Designing for four times the life does not mean overdesigning. It is the art of choosing the right concept. If the attention is placed on innovation rather than marginal improvements, engineers can design for multiple lives with little or no investment, as shown earlier by several examples. They must encourage themselves to think differently rather than latching on to outdated traditional methods of increasing the size or weight. Engineers who talk of costs when solving problems usually block out creativity. They draw the boundary around the solution. Their first thought is to increase the size or weight to design for high loads. This is very common defective thinking. This is where the universities need to be more knowledgeable. We need to balance logic with creativity and should still be able to show a high return on investment.

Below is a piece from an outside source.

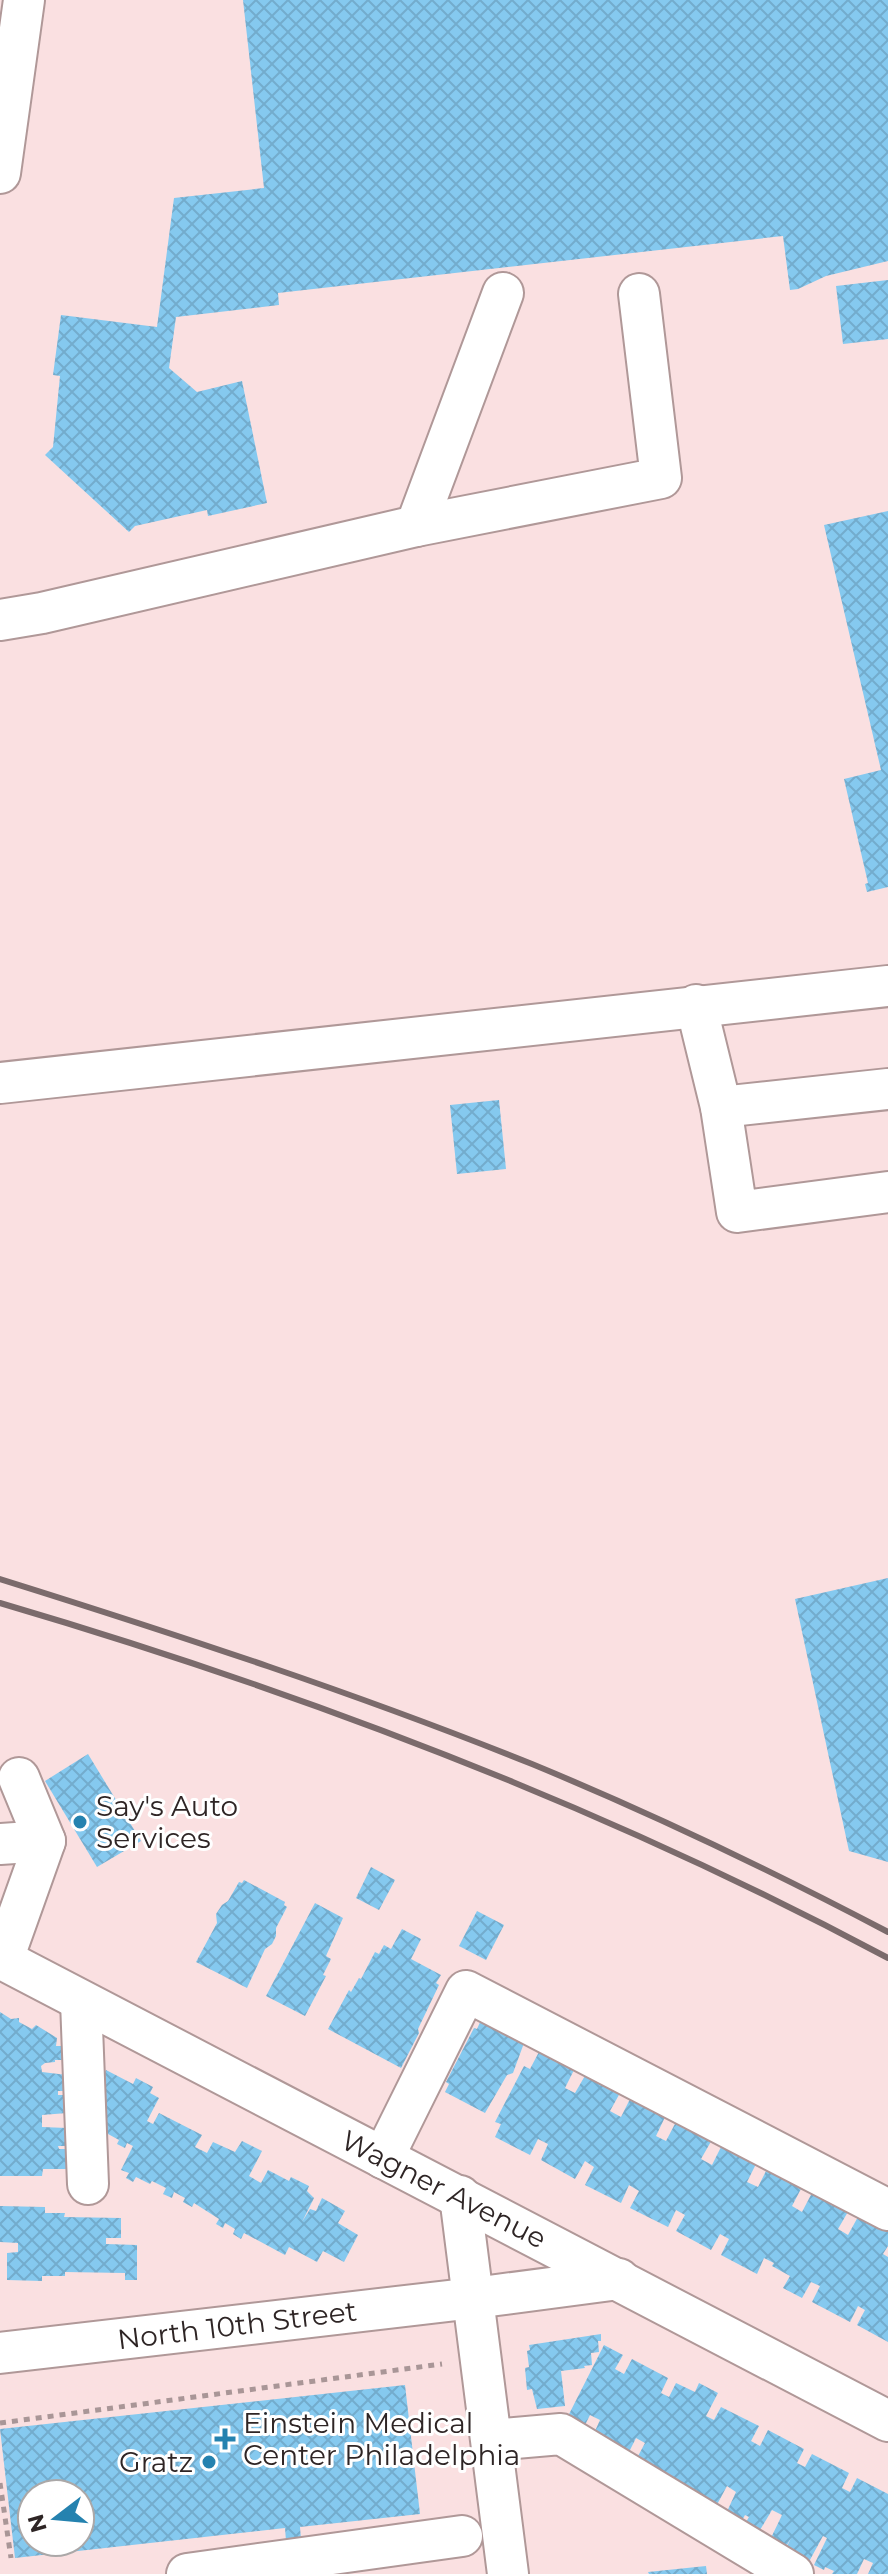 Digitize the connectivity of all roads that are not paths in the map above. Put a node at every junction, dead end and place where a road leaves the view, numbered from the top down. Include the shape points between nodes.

Most engineers are of the opinion that high reliability costs more. World-class organizations embrace the paradox of increasing reliability and lowering costs simultaneously. Trade-off between reliability and cost is not always necessary. Toyota has mastered this paradigm, where high reliability and lower life-cycle costs are a way of life. Toyota has learned over the years that preventing failures is always cheaper than fixing them if the failure prevention process starts early in the design. If we capture the potential failures during the requirements analysis, we can include design for reliability without making wasteful engineering changes later. Similarly, during detailed design reviews, such tools as design failure modes, effects, and criticality analysis (FMECA), process FMECA, and fault tree analysis, if used early, can help us discover many missing, vague, and incomplete requirements. Engineering changes are the biggest source of waste in organizations, because most of them can be prevented. Here are some examples of achieving high reliability with very little or no investment. Since high reliability reduces life-cycle costs, the insignificant amount of investment does not negatively affect the win–win scenario.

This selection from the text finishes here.